The symptoms and the disease is usually progressive and worsens with increasing hypoestrogenism and makes life miserable for some by decreasing the quality of life in those senile years.
Dr. Tanudeep Kaur
APJ Abdul Kalam Awardee, 2024
Director, Healthy Human Clinics
Consultant, OBGYN, MKW Hospital
MBBS, MS, DNB, PDC, UROGYNAECOLOGIST AIIMS DELHI
Cosmetic Gynaecologist
GSM (Genitourinary Syndrome of Menopause) is a newer terminology brought into existence by the International society for the Study of Women’s Sexual Health and the North American Menopause Society in 2014 in replacement to the older term -Atrophic Vaginitis or Urogenital Atrophy. It basically refers to a constellation of clinical signs and symptoms arising due to decreased estrogen levels in menopausal women. Changes are evidently seen in the genital tract as well as urinary tract of older women. Most commonly vaginal dryness, discomfort, itching , irritation, bleeding, lack of lubrication, dysuria, urgency , frequency and urinary incontinence brings the patient to the menopausal out patient department. Both hormonal and non hormonal modalities of treatment are available which provide relief and help in improving quality of life scores in these women.
70% of GSM patients do not come to the doctor due to shyness , embarrassment and because they take it as a normal part of their aging process. The symptoms and the disease is usually progressive and worsens with increasing hypoestrogenism and makes life miserable for some by decreasing the quality of life in those senile years. The commonly reported symptoms are;(8,9).
Pathophysiology
The basic interplay is of severely decreased estrogen levels along with evidence of plummeting androgen levels which may cause loss of structural and functional integrity of the genitourinary tissues justifying supplementing androgens in the treatment of libido and dyspareunia in these women.
Estrogen present predominantly circulating in premenopausal patients maintains the collagen content leading to its increased thickness and elasticity and the moistness of the epithelium along with the optimal blood supply. A healthy vaginal microbiota with an acidic ph ranging between 3.5-5 and protection from vaginal infections and recurrent UTI is also a feature of the premenopausal estrogen levels. On the contrary a decline in estrogen levels by 95% to around 5pg/ml in postmenopausal women from around 50 pg/ml is responsible for the various atrophic menopausal changes.
Increase in vaginal ph to >/= 5 in menopausal age group due to decreased glycogen content leads to overgrowth of recurrent and resistant infections.

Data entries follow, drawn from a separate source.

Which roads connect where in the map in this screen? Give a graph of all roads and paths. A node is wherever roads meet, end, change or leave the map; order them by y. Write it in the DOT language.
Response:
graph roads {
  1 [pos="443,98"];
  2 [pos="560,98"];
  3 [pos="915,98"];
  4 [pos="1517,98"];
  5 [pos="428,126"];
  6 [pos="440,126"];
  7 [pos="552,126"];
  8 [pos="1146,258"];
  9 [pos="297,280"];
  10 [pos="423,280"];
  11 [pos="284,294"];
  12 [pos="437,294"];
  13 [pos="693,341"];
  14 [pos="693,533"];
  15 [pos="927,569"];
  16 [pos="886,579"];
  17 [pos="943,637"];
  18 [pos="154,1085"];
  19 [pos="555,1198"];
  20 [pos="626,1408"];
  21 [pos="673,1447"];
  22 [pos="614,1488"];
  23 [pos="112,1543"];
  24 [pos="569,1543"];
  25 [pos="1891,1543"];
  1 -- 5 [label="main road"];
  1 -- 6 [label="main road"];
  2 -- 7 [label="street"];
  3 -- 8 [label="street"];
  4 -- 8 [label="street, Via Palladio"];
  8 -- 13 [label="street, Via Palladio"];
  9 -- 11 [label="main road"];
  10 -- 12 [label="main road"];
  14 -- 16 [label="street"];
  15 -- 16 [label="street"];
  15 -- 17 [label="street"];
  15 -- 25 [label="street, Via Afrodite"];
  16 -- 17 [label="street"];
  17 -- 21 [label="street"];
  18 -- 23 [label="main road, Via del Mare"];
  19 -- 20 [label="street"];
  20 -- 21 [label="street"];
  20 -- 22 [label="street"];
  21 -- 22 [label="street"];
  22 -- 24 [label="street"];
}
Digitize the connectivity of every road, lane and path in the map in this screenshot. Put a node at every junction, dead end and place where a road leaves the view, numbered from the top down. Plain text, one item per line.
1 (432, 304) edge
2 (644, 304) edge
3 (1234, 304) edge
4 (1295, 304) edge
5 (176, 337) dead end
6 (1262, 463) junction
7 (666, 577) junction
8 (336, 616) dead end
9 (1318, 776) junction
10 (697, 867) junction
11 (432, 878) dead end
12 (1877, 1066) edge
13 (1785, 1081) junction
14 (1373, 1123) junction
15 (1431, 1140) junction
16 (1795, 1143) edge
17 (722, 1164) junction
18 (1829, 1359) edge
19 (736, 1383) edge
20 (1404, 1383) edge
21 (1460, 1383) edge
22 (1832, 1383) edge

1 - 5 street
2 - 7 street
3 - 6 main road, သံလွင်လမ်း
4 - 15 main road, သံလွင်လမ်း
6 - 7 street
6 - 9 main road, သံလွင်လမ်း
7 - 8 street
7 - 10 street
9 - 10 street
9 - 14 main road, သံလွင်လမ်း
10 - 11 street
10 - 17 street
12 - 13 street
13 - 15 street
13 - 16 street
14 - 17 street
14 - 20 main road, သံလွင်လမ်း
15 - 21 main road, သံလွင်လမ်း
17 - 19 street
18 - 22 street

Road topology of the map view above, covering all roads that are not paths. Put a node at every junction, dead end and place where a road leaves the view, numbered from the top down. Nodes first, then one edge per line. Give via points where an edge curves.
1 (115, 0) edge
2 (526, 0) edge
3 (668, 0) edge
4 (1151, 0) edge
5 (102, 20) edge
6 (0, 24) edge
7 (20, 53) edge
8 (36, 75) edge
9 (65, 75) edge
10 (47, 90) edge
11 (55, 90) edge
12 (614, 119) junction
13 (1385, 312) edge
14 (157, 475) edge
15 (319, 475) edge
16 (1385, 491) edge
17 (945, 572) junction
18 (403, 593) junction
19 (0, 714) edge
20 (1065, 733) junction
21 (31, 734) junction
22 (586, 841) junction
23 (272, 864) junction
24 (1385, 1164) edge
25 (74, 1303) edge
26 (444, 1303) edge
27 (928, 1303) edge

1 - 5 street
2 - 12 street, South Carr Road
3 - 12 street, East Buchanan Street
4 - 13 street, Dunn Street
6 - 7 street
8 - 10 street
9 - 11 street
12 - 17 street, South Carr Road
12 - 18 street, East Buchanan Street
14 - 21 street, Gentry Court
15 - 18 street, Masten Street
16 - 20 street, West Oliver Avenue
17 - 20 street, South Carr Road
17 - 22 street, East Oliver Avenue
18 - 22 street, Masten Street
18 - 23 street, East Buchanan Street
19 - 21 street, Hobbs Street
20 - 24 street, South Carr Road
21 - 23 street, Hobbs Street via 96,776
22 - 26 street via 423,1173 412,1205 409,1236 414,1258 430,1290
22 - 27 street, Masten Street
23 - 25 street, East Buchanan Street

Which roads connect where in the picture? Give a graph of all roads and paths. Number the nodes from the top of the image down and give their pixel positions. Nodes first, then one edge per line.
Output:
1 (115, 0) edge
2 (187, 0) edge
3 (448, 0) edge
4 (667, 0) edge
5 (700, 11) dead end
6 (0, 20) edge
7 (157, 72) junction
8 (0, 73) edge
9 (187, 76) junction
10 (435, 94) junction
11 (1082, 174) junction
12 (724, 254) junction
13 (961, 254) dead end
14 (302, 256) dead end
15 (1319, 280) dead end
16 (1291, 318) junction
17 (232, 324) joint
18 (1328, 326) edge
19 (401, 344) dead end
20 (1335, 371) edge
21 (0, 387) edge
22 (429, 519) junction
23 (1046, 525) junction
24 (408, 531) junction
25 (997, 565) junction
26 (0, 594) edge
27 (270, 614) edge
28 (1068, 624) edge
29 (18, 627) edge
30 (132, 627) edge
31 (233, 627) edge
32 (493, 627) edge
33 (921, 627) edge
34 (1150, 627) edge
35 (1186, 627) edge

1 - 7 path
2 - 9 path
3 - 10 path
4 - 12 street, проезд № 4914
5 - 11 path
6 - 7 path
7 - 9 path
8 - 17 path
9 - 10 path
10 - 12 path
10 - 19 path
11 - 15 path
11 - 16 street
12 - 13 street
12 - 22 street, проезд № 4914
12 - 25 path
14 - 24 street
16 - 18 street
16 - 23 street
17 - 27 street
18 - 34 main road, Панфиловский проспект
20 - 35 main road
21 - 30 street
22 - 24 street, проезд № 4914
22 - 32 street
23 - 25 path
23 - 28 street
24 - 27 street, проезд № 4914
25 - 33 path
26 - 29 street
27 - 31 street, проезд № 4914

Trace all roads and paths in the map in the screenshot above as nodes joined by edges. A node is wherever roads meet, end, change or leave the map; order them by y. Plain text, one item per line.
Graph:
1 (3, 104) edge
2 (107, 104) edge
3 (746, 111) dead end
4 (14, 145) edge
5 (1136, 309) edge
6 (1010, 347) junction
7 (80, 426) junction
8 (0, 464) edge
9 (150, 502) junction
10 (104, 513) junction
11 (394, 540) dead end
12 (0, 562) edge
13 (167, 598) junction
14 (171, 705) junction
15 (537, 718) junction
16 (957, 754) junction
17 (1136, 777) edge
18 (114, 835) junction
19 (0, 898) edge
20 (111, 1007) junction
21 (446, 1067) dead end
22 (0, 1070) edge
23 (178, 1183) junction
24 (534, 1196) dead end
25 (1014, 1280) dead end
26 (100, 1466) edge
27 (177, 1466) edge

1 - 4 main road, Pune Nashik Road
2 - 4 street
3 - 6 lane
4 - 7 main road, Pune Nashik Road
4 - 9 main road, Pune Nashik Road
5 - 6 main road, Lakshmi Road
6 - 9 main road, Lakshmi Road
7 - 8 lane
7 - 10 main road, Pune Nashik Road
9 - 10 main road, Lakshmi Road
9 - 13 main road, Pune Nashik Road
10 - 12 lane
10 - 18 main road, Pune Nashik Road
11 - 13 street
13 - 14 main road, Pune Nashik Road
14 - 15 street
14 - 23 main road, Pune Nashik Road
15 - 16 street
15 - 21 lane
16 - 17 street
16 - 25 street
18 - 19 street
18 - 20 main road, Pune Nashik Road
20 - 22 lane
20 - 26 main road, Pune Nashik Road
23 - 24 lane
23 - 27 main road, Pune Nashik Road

Loss of elasticity of vaginal and urinary tissues leads to shortening and narrowing of vagina and prolapsing of urethra forming a urethral caruncle. Also, the decreased frequency of coitus in this age group is an important cause of the above atrophic changes as compared to a premenopausal vagina with regular sexual intercourse activity. Reduction of vaginal secretions from 3-4 gm/4 hours to 1.7 gm/4 hours leading to vaginal dryness.
Thinning of the superficial epithelial cell layers to even their absence with increasing age and loss of rugae and increase in subepithelial connective tissue leads to increased susceptibility of vaginal and urinary epithelium to bleeding, trauma, ulceration with pressure, petechiae and pain during sexual intercourse. Also, Recurrent urinary infections along with overactive bladder symptoms, frequency, urgency, dysuria, heamaturia and pelvic organ prolapse is common.
Some common symptoms being;
• Decreased vaginal lubrication during sex which usually maybe the first presenting sign during the perimenopausal period.
• Dyspareunia at the introital entry or inside the vagina.
• Postcoital bleeding or labial fissures or unexplained vaginal or vulval bleeding.
• Hypoactive sexual desire with decreased arousal or lack of orgasm.
• Unexplained Vulvovaginal irritation , itching or burning.
• Vaginal discharge which may be leucorrhoea or yellowish & malodorous discharge.
• Leveator spasm – Tense leveator muscles, ie increasing muscle tension on touching the posterior vagina.
• Urinary symptoms and Urethral discomfort due to urethral caruncle or prolapse.
Initial line of therapy – Nonhormonal vaginal lubricants and moisturizers.
Vaginal moisturizers- use 2-3 days/week and also during sexual activity as they are typically bioadhesives. The main ingredient being hyalouronic acid.
Lubricants are mainly used only during the sexual act and are usually water based or can be oil based or silicone based.
Second line of therapy- Vaginal estrogen therapy is very effective in decreasing vaginal dryness and discomfort, in ameliorating urinary symptoms ,and vaginal and urinary infections and almost all severe symptoms of vaginal atrophy because it restores normal vaginal microflora, improves vaginal ph, thickens the epithelium and hence prevents dyspareunia.
GSM is a treatable condition and requires regular consultation with a gynecologist and in particular a urogynecologist.